Along with the DOE funding came the requirement that all new buildings be built with a 30-percent energy savings from the previous building standard.
“For a building the same size as one built in 2007, this building has to be built to have less energy use by 30 percent,” Jack said. “And this particular building has actually achieved 40 percent savings.”
Along with cutting down on pollution, construction for the RSB has been mindful of sound pollution and other construction inconveniences, Jack said. The SLAC team has scheduled construction for the weekends, and has made sure not to keep necessary utilities available.
“There’s been typical construction impact,” Jack said. “The traffic around the site, at times, has been impacted due to deliveries of material and utility connections under the road. We haven’t had any big problems with the tenants around the building and have definitely not impacted the science or the labs.”
SLAC holds a monthly informational event called “coffee crunch” to inform the community about current events going in the research center.
“We work with the communications department to make announcements ahead of time,” Chan-Hui said. “One of the reasons the community has not had a big complaint about it is because we informed the community since before the construction started.”
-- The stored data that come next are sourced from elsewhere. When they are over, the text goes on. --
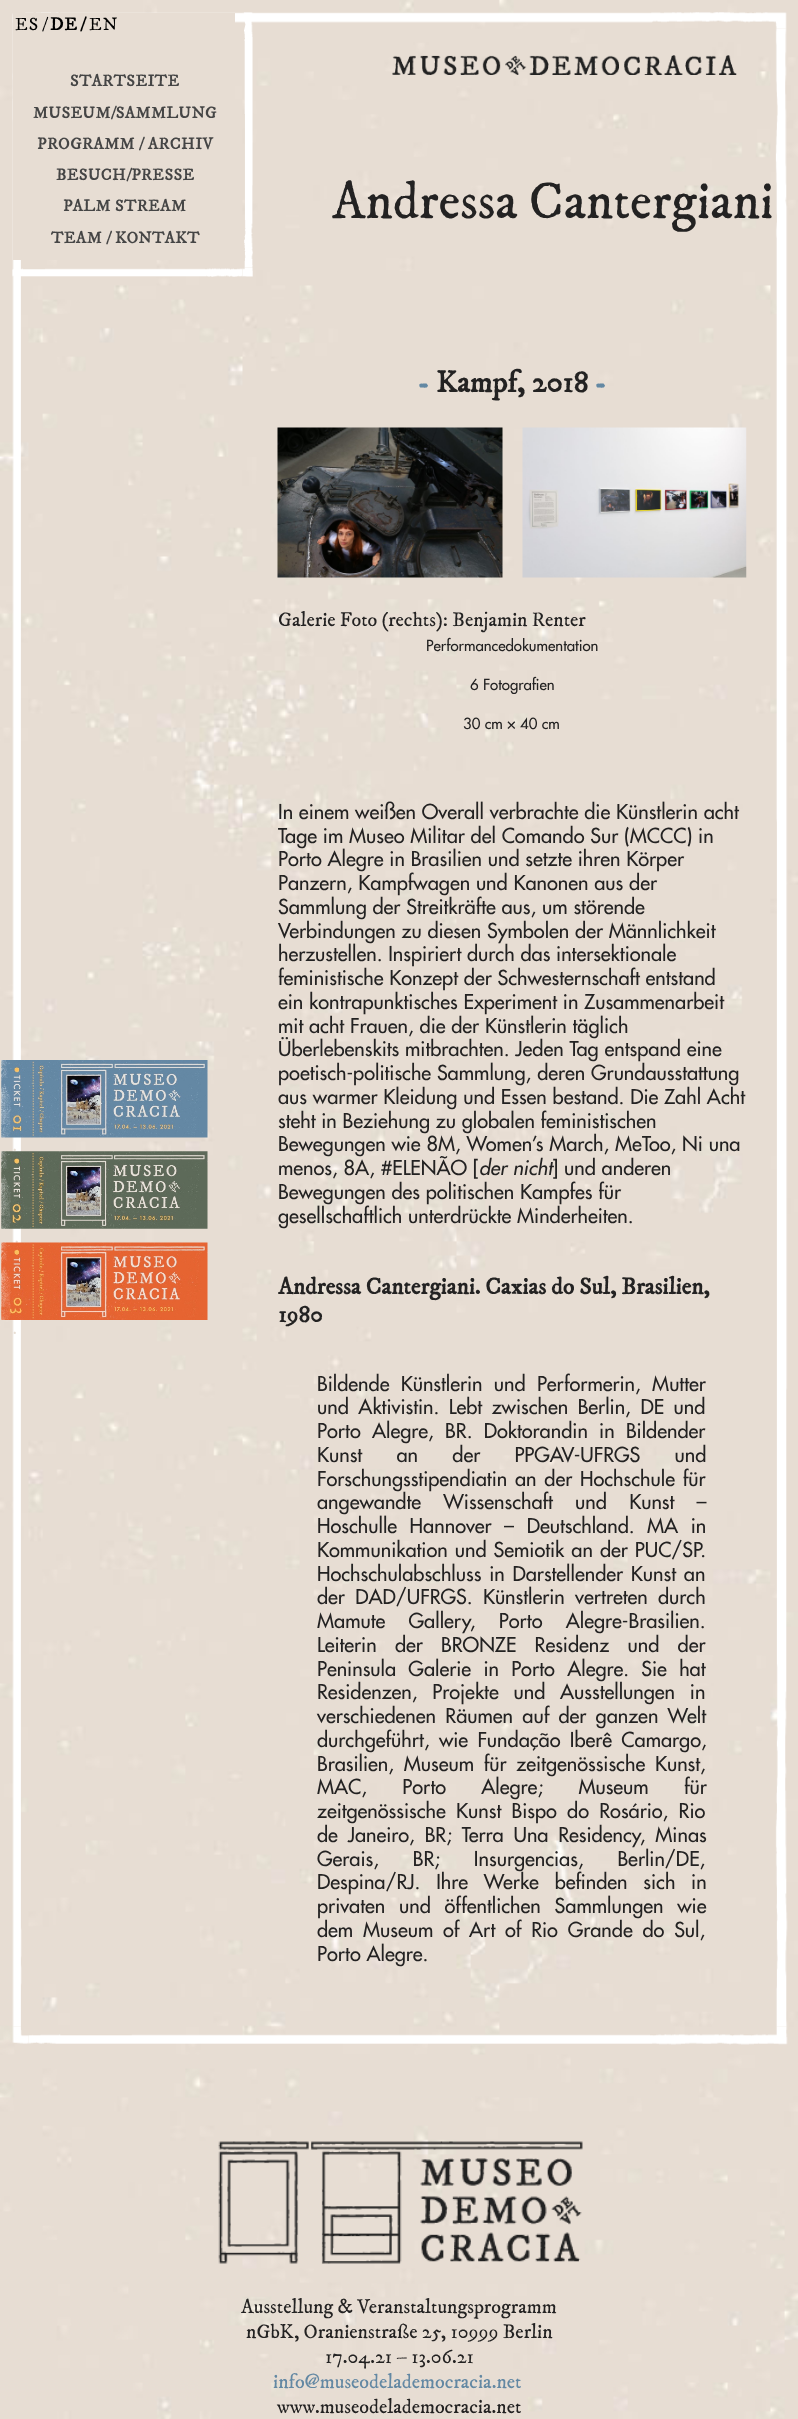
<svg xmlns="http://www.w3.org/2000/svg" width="798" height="2419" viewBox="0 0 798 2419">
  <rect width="100%" height="100%" fill="rgb(255,255,255)"/>
  <image x="0" y="0" width="798" height="2419" href="pic1.png"/>
  <image x="392" y="55" width="345" height="20" href="pic4.png"/>
  <text x="332" y="218" font-family="IM FELL DW Pica" font-size="52.5" fill="rgb(35,34,34)">Andressa Cantergiani</text>
  <text x="417" y="392" font-family="IM FELL DW Pica" font-size="30" font-weight="bold" fill="rgb(99,136,163)">-</text>
  <text x="436" y="392" font-family="IM FELL DW Pica" font-size="30" font-weight="bold" fill="rgb(35,34,34)">Kampf, 2018</text>
  <text x="594" y="392" font-family="IM FELL DW Pica" font-size="30" font-weight="bold" fill="rgb(99,136,163)">-</text>
  <image x="277" y="427" width="226" height="151" href="pic5.png"/>
  <image x="522" y="427" width="225" height="151" href="pic6.png"/>
  <text x="278" y="626" font-family="IM FELL DW Pica" font-size="20" fill="rgb(35,34,34)">Galerie Foto (rechts): Benjamin Renter</text>
  <g font-family="Futura" font-size="15" font-weight="500" fill="rgb(35,34,34)">
    <text x="426" y="651">Performancedokumentation</text>
    <text x="470" y="690">6 Fotografien</text>
    <text x="463" y="729">30 cm × 40 cm</text>
  </g>
  <g font-family="Futura" font-size="20" font-weight="500" fill="rgb(35,34,34)">
    <text>
      <tspan x="278" y="819">In einem weißen Overall verbrachte die Künstlerin acht</tspan>
      <tspan x="278" y="843">Tage im Museo Militar del Comando Sur (MCCC) in</tspan>
      <tspan x="278" y="866">Porto Alegre in Brasilien und setzte ihren Körper</tspan>
      <tspan x="278" y="890">Panzern, Kampfwagen und Kanonen aus der</tspan>
      <tspan x="278" y="914">Sammlung der Streitkräfte aus, um störende</tspan>
      <tspan x="278" y="938">Verbindungen zu diesen Symbolen der Männlichkeit</tspan>
      <tspan x="278" y="961">herzustellen. Inspiriert durch das intersektionale</tspan>
      <tspan x="278" y="985">feministische Konzept der Schwesternschaft entstand</tspan>
      <tspan x="278" y="1009">ein kontrapunktisches Experiment in Zusammenarbeit</tspan>
      <tspan x="278" y="1033">mit acht Frauen, die der Künstlerin täglich</tspan>
      <tspan x="278" y="1056">Überlebenskits mitbrachten. Jeden Tag entspand eine</tspan>
      <tspan x="278" y="1080">poetisch-politische Sammlung, deren Grundausstattung</tspan>
      <tspan x="278" y="1104">aus warmer Kleidung und Essen bestand. Die Zahl Acht</tspan>
      <tspan x="278" y="1128">steht in Beziehung zu globalen feministischen</tspan>
      <tspan x="278" y="1151">Bewegungen wie 8M, Women’s March, MeToo, Ni una</tspan>
      <tspan x="278" y="1175">menos, 8A, #ELENÃO [</tspan>
    </text>
  </g>
  <text x="479" y="1175" font-family="Futura" font-size="20" font-weight="500" font-style="italic" fill="rgb(35,34,34)">der nicht</text>
  <g font-family="Futura" font-size="20" font-weight="500" fill="rgb(35,34,34)">
    <text x="552" y="1175">] und anderen</text>
    <text>
      <tspan x="278" y="1199">Bewegungen des politischen Kampfes für</tspan>
      <tspan x="278" y="1223">gesellschaftlich unterdrückte Minderheiten.</tspan>
    </text>
  </g>
  <g font-family="IM FELL DW Pica" font-size="23.4" font-weight="bold" fill="rgb(35,34,34)">
    <text>
      <tspan x="278" y="1294">Andressa Cantergiani. Caxias do Sul, Brasilien,</tspan>
      <tspan x="278" y="1322">1980</tspan>
    </text>
  </g>
  <g font-family="Futura" font-size="20" font-weight="500" fill="rgb(35,34,34)">
    <text>
      <tspan x="317" y="1391" word-spacing="5.5">Bildende Künstlerin und Performerin, Mutter</tspan>
      <tspan x="317" y="1414" word-spacing="3.75">und Aktivistin. Lebt zwischen Berlin, DE und</tspan>
      <tspan x="317" y="1438" word-spacing="5.5">Porto Alegre, BR. Doktorandin in Bildender</tspan>
      <tspan x="317" y="1462" word-spacing="28.5">Kunst an der PPGAV-UFRGS und</tspan>
      <tspan x="317" y="1486" word-spacing="2">Forschungsstipendiatin an der Hochschule für</tspan>
      <tspan x="317" y="1509" word-spacing="16.5">angewandte Wissenschaft und Kunst –</tspan>
      <tspan x="317" y="1533" word-spacing="6.75">Hoschulle Hannover – Deutschland. MA in</tspan>
      <tspan x="317" y="1557" word-spacing="1.25">Kommunikation und Semiotik an der PUC/SP.</tspan>
      <tspan x="317" y="1581" word-spacing="2">Hochschulabschluss in Darstellender Kunst an</tspan>
      <tspan x="317" y="1604" word-spacing="4.5">der DAD/UFRGS. Künstlerin vertreten durch</tspan>
      <tspan x="317" y="1628" word-spacing="17.5">Mamute Gallery, Porto Alegre-Brasilien.</tspan>
      <tspan x="317" y="1652" word-spacing="12.5">Leiterin der BRONZE Residenz und der</tspan>
      <tspan x="317" y="1676" word-spacing="6.5">Peninsula Galerie in Porto Alegre. Sie hat</tspan>
      <tspan x="317" y="1699" word-spacing="9">Residenzen, Projekte und Ausstellungen in</tspan>
      <tspan x="317" y="1723" word-spacing="3.5">verschiedenen Räumen auf der ganzen Welt</tspan>
      <tspan x="317" y="1747" word-spacing="3.5">durchgeführt, wie Fundação Iberê Camargo,</tspan>
      <tspan x="317" y="1771" word-spacing="4">Brasilien, Museum für zeitgenössische Kunst,</tspan>
      <tspan x="317" y="1794" word-spacing="29.5">MAC, Porto Alegre; Museum für</tspan>
      <tspan x="317" y="1818" word-spacing="4.5">zeitgenössische Kunst Bispo do Rosário, Rio</tspan>
      <tspan x="317" y="1842" word-spacing="4">de Janeiro, BR; Terra Una Residency, Minas</tspan>
      <tspan x="317" y="1866" word-spacing="28">Gerais, BR; Insurgencias, Berlin/DE,</tspan>
      <tspan x="317" y="1889" word-spacing="10">Despina/RJ. Ihre Werke befinden sich in</tspan>
      <tspan x="317" y="1913" word-spacing="8">privaten und öffentlichen Sammlungen wie</tspan>
      <tspan x="317" y="1937" word-spacing="4">dem Museum of Art of Rio Grande do Sul,</tspan>
      <tspan x="317" y="1961">Porto Alegre.</tspan>
    </text>
  </g>
  <image x="12" y="12" width="776" height="2033" href="pic2.png"/>
  <rect x="13" y="13" width="222" height="247" fill="rgb(231,221,211)"/>
  <image x="12" y="12" width="241" height="265" href="pic3.png"/>
  <g font-family="IM FELL DW Pica" font-size="18" letter-spacing="1" fill="rgb(0,0,0)">
    <text x="15" y="30">ES</text>
    <text x="42" y="30">/</text>
  </g>
  <g font-family="IM FELL DW Pica" font-size="18" font-weight="bold" letter-spacing="1" fill="rgb(0,0,0)">
    <text x="50" y="30">DE</text>
    <text x="80" y="30">/</text>
  </g>
  <text x="89" y="30" font-family="IM FELL DW Pica" font-size="18" letter-spacing="1" fill="rgb(0,0,0)">EN</text>
  <g font-family="IM FELL DW Pica" font-size="16.25" font-weight="bold" letter-spacing="0.5" fill="rgb(69,69,69)">
    <text x="70" y="86">STARTSEITE</text>
    <text x="33" y="118">MUSEUM/SAMMLUNG</text>
    <text x="37" y="149">PROGRAMM / ARCHIV</text>
    <text x="56" y="180">BESUCH/PRESSE</text>
    <text x="63" y="211">PALM STREAM</text>
    <text x="51" y="243">TEAM / KONTAKT</text>
  </g>
  <image x="218" y="2141" width="365" height="123" href="pic7.png"/>
  <g font-family="IM FELL DW Pica" font-size="20" fill="rgb(35,34,34)">
    <text x="241" y="2313">Ausstellung &amp; Veranstaltungsprogramm</text>
    <text x="246" y="2338">nGbK, Oranienstraße 25, 10999 Berlin</text>
    <text x="325" y="2363">17.04.21 – 13.06.21</text>
  </g>
  <text x="273" y="2388" font-family="IM FELL DW Pica" font-size="20" fill="rgb(99,136,163)">info@museodelademocracia.net</text>
  <text x="277" y="2413" font-family="IM FELL DW Pica" font-size="20" fill="rgb(35,34,34)">www.museodelademocracia.net</text>
  <image x="1" y="1060" width="207" height="78" href="pic8.png"/>
  <text x="13" y="1151" font-family="IM FELL DW Pica" font-size="15" fill="rgb(232,222,212)">.</text>
  <image x="1" y="1151" width="207" height="78" href="pic9.png"/>
  <text x="15" y="1243" font-family="IM FELL DW Pica" font-size="15" fill="rgb(232,222,212)">.</text>
  <image x="1" y="1242" width="207" height="78" href="pic10.png"/>
  <text x="13" y="1334" font-family="IM FELL DW Pica" font-size="15" fill="rgb(232,222,212)">.</text>
</svg>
SLAC celebrated its 50th reunion this year, and looks forward to finding more ways to make the lab more organized and efficient. The center’s eventual dream for the RSB is to move the control room for the linear accelerator into the building to further consolidate the lab, according to Jack. The construction team will either use funds left from this project or reach out to various programs within the DOE.
“It wasn’t a part of the original scope,” Jack said. “We’ve made provisions for a new main control center to be built in there once additional funding becomes available.”
Along with the modernization project, the construction team at SLAC has just started two other building projects. They have recently laid down plans for a Science and User Support Building, intended to house and centralize the conferences and collaborations of SLAC scientists.
This new facility will be joined by the new Linac Coherent Light Source Building, which will also be dedicated toward SLAC’s latest project: using ultrafast X-ray pulses to take unprecedented stop-motion photographs of atoms and molecules in motion.
“SLAC has a lot more than just the RSB going on,” Chan-Hui said.